Abstract

Abstract Objective Research has demonstrated reaction time variability (RTV) as a potentially sensitive metric for post-concussion assessments. The Brain Gauge Clinical Metrics battery (BG) device uses tactile sensory stimulation to elicit a response, increasing accuracy to <1 msec versus 30–100 msec in visually-based reaction time (RT) measures. We sought to determine if BG RTV could adequately identify individuals with acute concussion. Methods We administered BG to 98 healthy control service members (SMs) and 64 SMs within 7 days of a medically diagnosed concussion. The battery includes simple RT and repeated simple RT subtests with RT variability (RTV) for each test calculated as the sd of mean RT for each participant. We used t-tests and gamma regression to compare group RT and RTV means. “Cutoffs” based on percentiles of the control group RTV distribution were calculated and the proportion of each group falling below these cutoffs was determined. Results There were statistically significant differences with large effect sizes between groups across all four metrics.

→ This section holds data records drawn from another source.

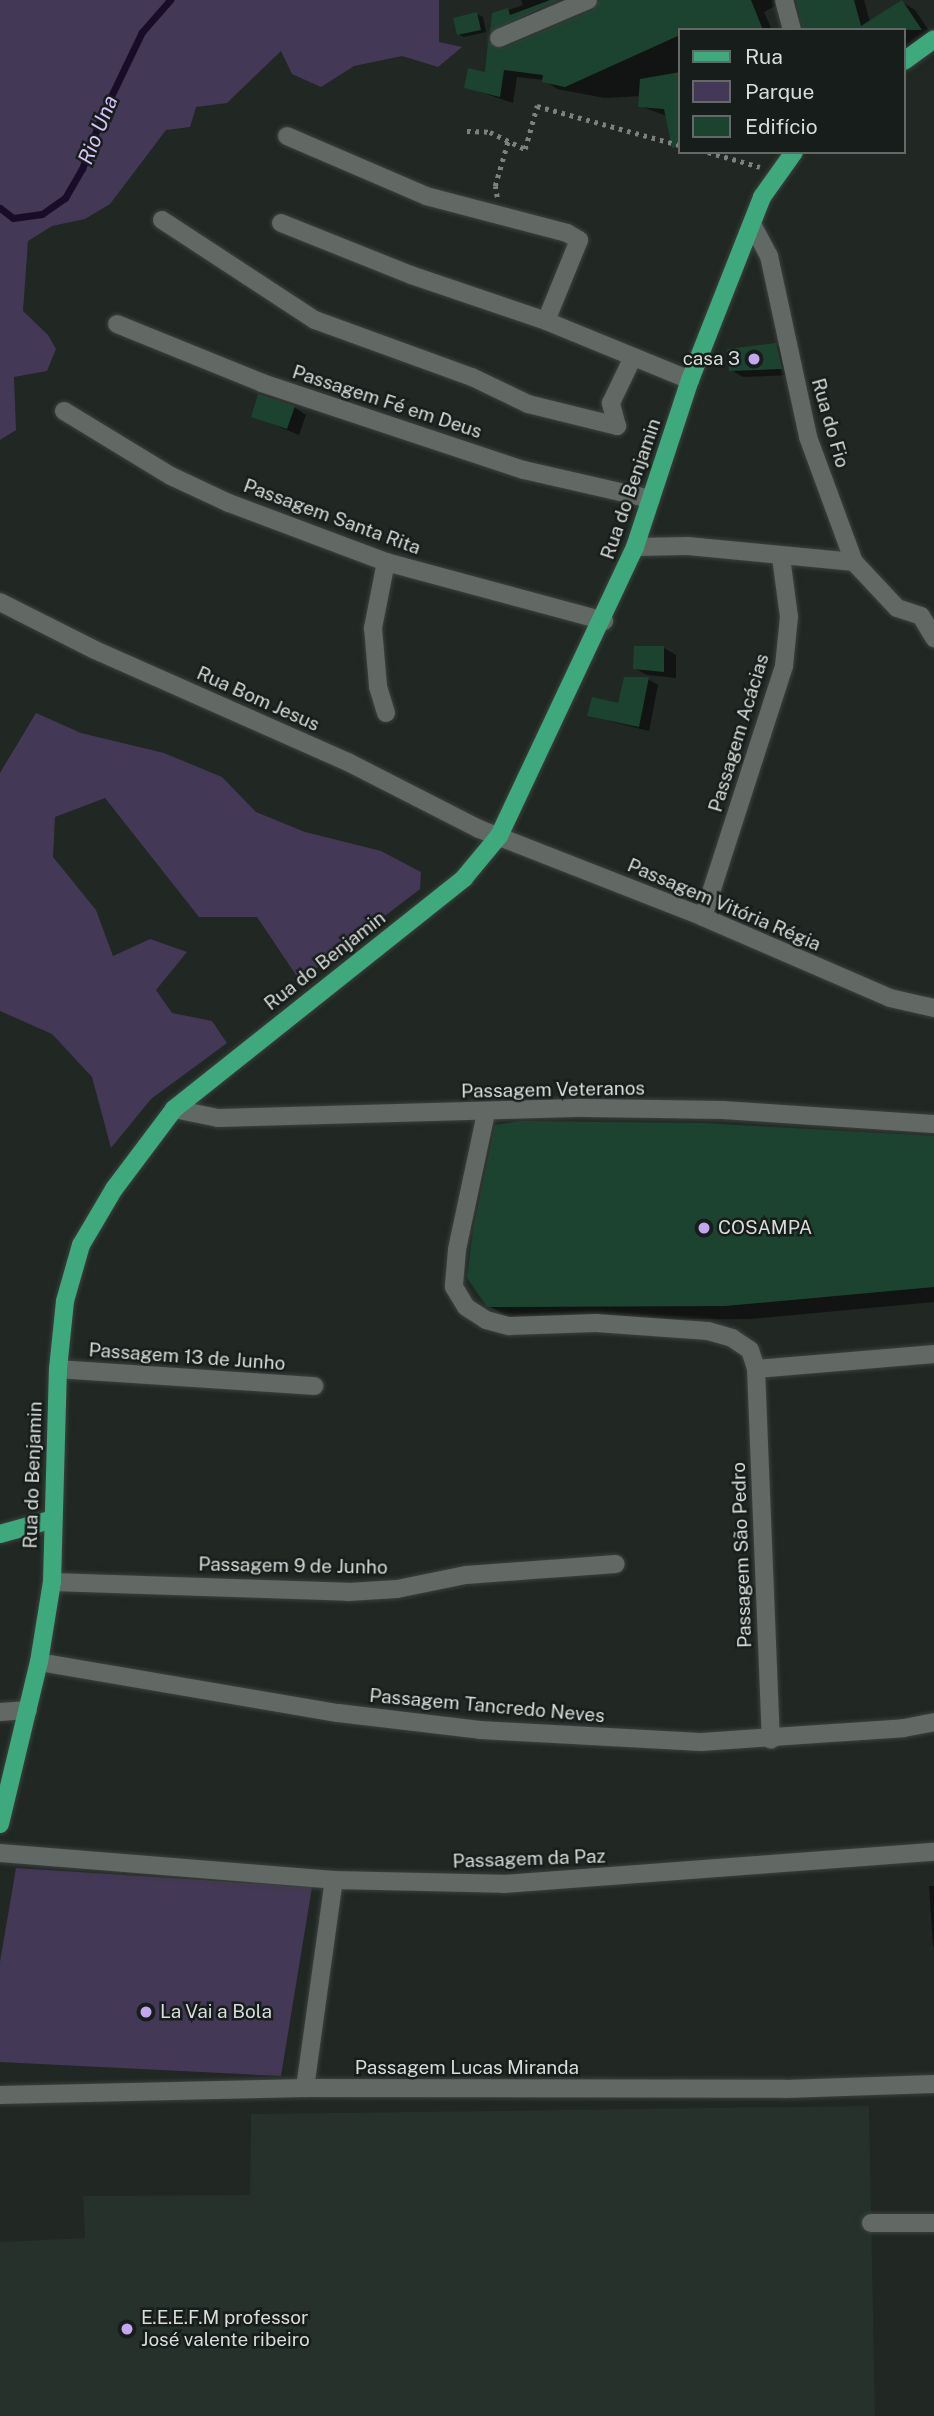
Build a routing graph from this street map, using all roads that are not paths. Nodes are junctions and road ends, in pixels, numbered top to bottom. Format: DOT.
graph roads {
  1 [pos="588,0"];
  2 [pos="784,0"];
  3 [pos="791,28"];
  4 [pos="499,38"];
  5 [pos="934,39"];
  6 [pos="906,60"];
  7 [pos="287,136"];
  8 [pos="792,154"];
  9 [pos="162,220"];
  10 [pos="281,223"];
  11 [pos="752,226"];
  12 [pos="546,321"];
  13 [pos="117,324"];
  14 [pos="632,359"];
  15 [pos="690,380"];
  16 [pos="64,411"];
  17 [pos="651,499"];
  18 [pos="635,547"];
  19 [pos="780,557"];
  20 [pos="386,562"];
  21 [pos="854,562"];
  22 [pos="0,602"];
  23 [pos="604,621"];
  24 [pos="934,638"];
  25 [pos="386,713"];
  26 [pos="499,836"];
  27 [pos="703,917"];
  28 [pos="934,1007"];
  29 [pos="174,1109"];
  30 [pos="486,1113"];
  31 [pos="934,1124"];
  32 [pos="934,1354"];
  33 [pos="58,1369"];
  34 [pos="756,1369"];
  35 [pos="314,1386"];
  36 [pos="50,1520"];
  37 [pos="0,1534"];
  38 [pos="616,1564"];
  39 [pos="52,1582"];
  40 [pos="39,1662"];
  41 [pos="28,1710"];
  42 [pos="0,1712"];
  43 [pos="934,1721"];
  44 [pos="771,1740"];
  45 [pos="0,1824"];
  46 [pos="934,1852"];
  47 [pos="0,1853"];
  48 [pos="334,1881"];
  49 [pos="934,2084"];
  50 [pos="306,2088"];
  51 [pos="0,2095"];
  52 [pos="872,2223"];
  53 [pos="934,2223"];
  1 -- 4 [label="street"];
  2 -- 3 [label="street"];
  5 -- 6 [label="main road"];
  7 -- 12 [label="street"];
  8 -- 11 [label="main road, Rua do Benjamin"];
  9 -- 14 [label="street"];
  10 -- 12 [label="street"];
  11 -- 15 [label="main road, Rua do Benjamin"];
  11 -- 21 [label="street, Rua do Fio"];
  12 -- 14 [label="street"];
  13 -- 17 [label="street, Passagem Fé em Deus"];
  14 -- 15 [label="street"];
  15 -- 17 [label="main road, Rua do Benjamin"];
  16 -- 20 [label="street, Passagem Santa Rita"];
  17 -- 18 [label="main road, Rua do Benjamin"];
  18 -- 19 [label="street"];
  18 -- 23 [label="main road, Rua do Benjamin"];
  19 -- 21 [label="street"];
  19 -- 27 [label="street, Passagem Acácias"];
  20 -- 23 [label="street, Passagem Santa Rita"];
  20 -- 25 [label="street"];
  21 -- 24 [label="street, Rua do Fio"];
  22 -- 26 [label="street, Rua Bom Jesus"];
  23 -- 26 [label="main road, Rua do Benjamin"];
  26 -- 27 [label="street, Passagem Vitória Régia"];
  26 -- 29 [label="main road, Rua do Benjamin"];
  27 -- 28 [label="street, Passagem Vitória Régia"];
  29 -- 30 [label="street, Passagem Veteranos"];
  29 -- 33 [label="main road, Rua do Benjamin"];
  30 -- 31 [label="street, Passagem Veteranos"];
  30 -- 34 [label="street"];
  32 -- 34 [label="street"];
  33 -- 35 [label="street, Passagem 13 de Junho"];
  33 -- 36 [label="main road, Rua do Benjamin"];
  34 -- 44 [label="street, Passagem São Pedro"];
  36 -- 37 [label="main road"];
  36 -- 39 [label="main road, Rua do Benjamin"];
  38 -- 39 [label="street, Passagem 9 de Junho"];
  39 -- 40 [label="main road, Rua do Benjamin"];
  40 -- 41 [label="main road, Rua do Benjamin"];
  40 -- 44 [label="street, Passagem Tancredo Neves"];
  41 -- 42 [label="street"];
  41 -- 45 [label="main road, Rua do Benjamin"];
  43 -- 44 [label="street, Passagem Tancredo Neves"];
  46 -- 48 [label="street, Passagem da Paz"];
  47 -- 48 [label="street, Passagem da Paz"];
  48 -- 50 [label="street"];
  49 -- 50 [label="street, Passagem Lucas Miranda"];
  50 -- 51 [label="street, Passagem Lucas Miranda"];
  52 -- 53 [label="street"];
}
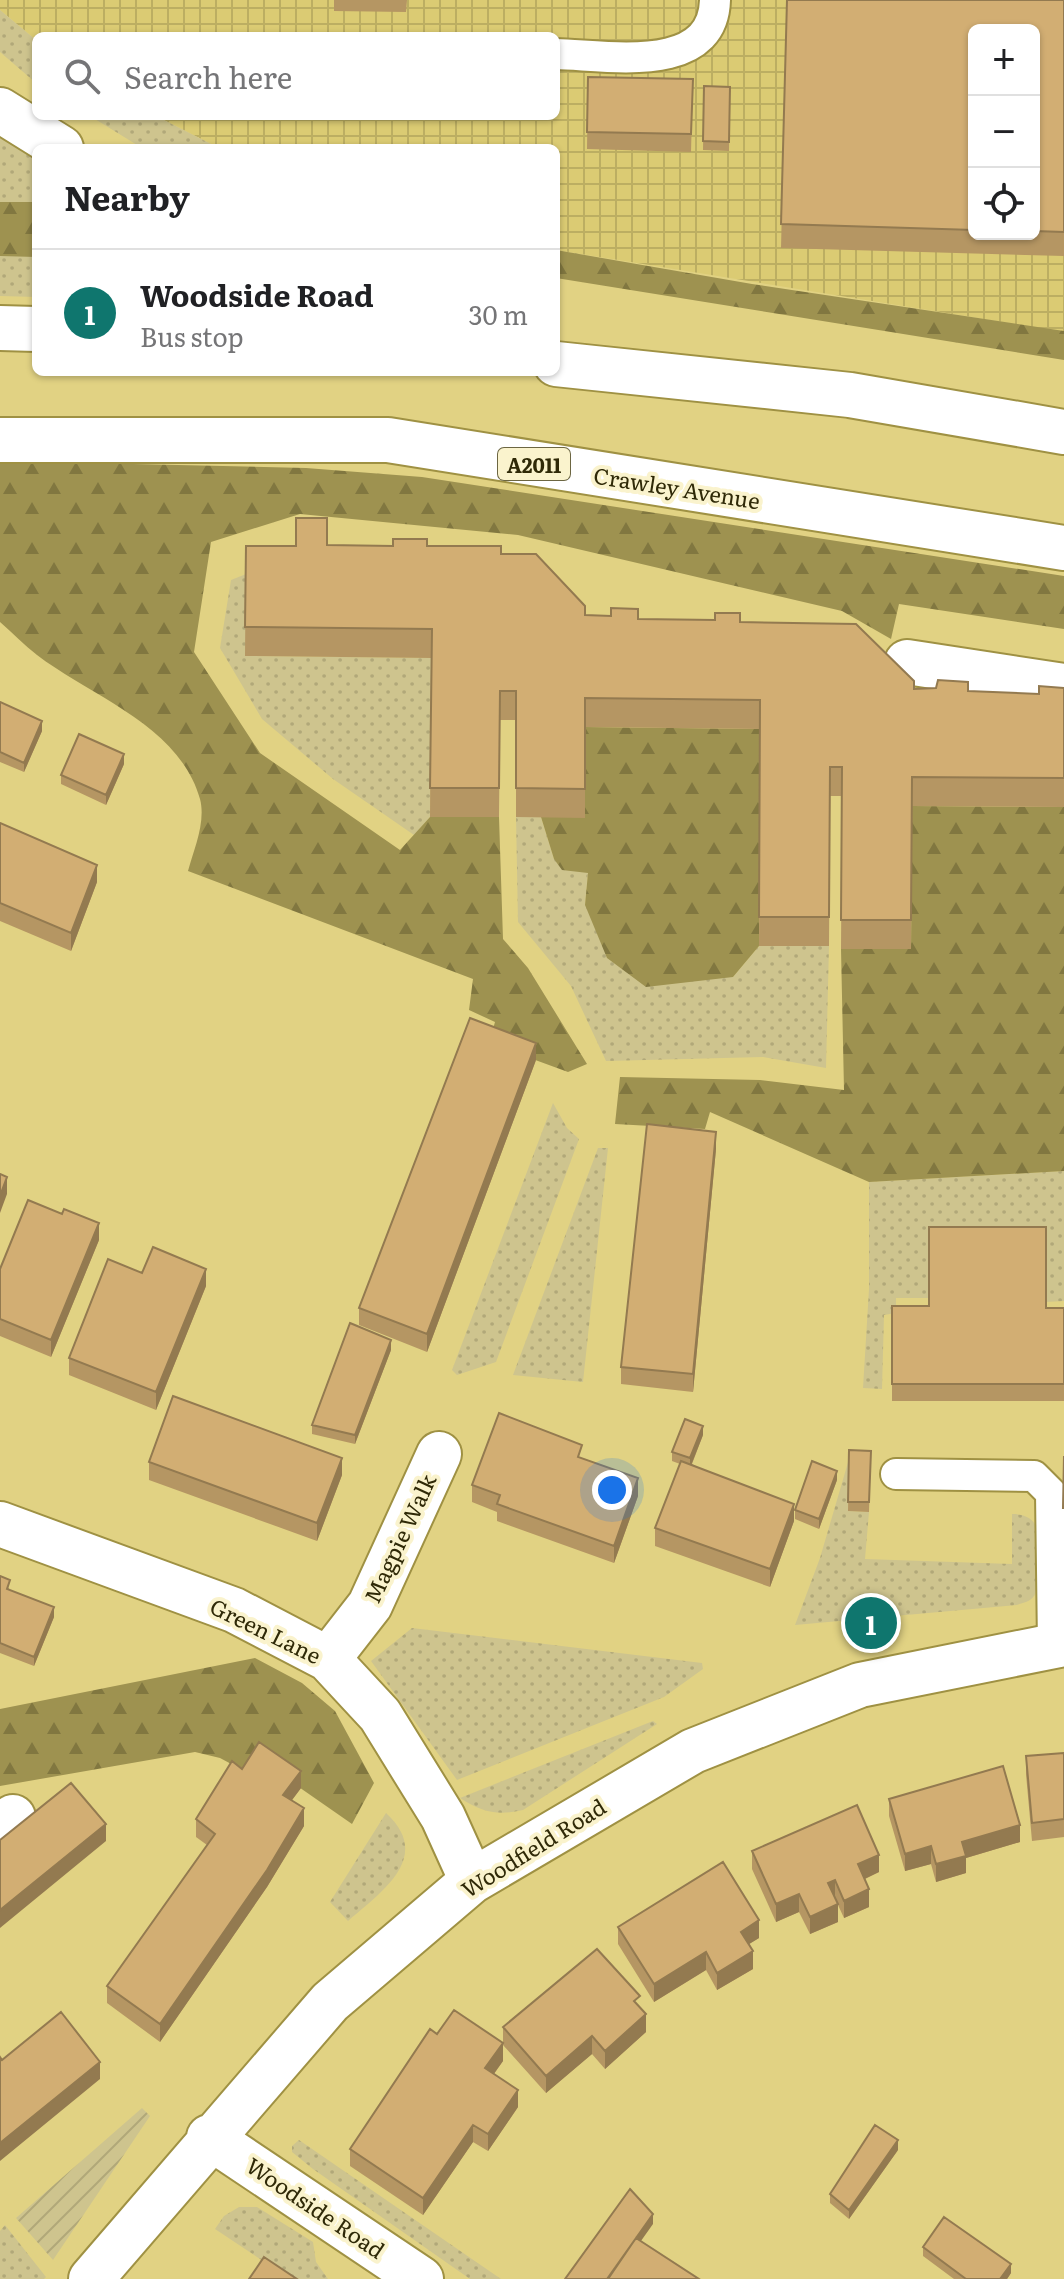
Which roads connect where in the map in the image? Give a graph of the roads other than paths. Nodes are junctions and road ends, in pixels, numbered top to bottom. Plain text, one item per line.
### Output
1 (715, 0) edge
2 (560, 54) edge
3 (0, 110) edge
4 (55, 144) edge
5 (0, 328) edge
6 (32, 329) edge
7 (560, 344) edge
8 (560, 364) edge
9 (793, 389) junction
10 (1064, 432) edge
11 (0, 440) edge
12 (1064, 548) edge
13 (907, 662) dead end
14 (1064, 686) edge
15 (439, 1454) dead end
16 (896, 1474) dead end
17 (0, 1524) edge
18 (1059, 1644) edge
19 (328, 1659) junction
20 (472, 1881) junction
21 (209, 2137) junction
22 (91, 2279) edge
23 (421, 2279) edge

1 - 2 lane
3 - 4 street
5 - 6 street
7 - 9 street
8 - 9 street
9 - 10 street
11 - 12 street, Crawley Avenue / A2011
13 - 14 street
15 - 19 street, Magpie Walk
16 - 18 lane
17 - 19 street, Green Lane
18 - 20 street, Woodfield Road
19 - 20 street, Green Lane
20 - 21 street, Woodfield Road
21 - 22 street, Woodfield Road
21 - 23 street, Woodside Road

The proportion of participants in the concussion group falling below the cutoffs was higher than among controls, with large effect sizes. T-tests and gamma regression showed that group mean RT and RTV differed significantly under multiple distributional assumptions. Conclusions Both RT and RTV using the BG somatosensory device demonstrated the ability to discriminate between healthy control SMs and SMs with acute concussion. This is further evidence that RTV is a sensitive measure for acute concussion and the use of a tactile sensory stimulus may represent an improvement over a visual stimulus.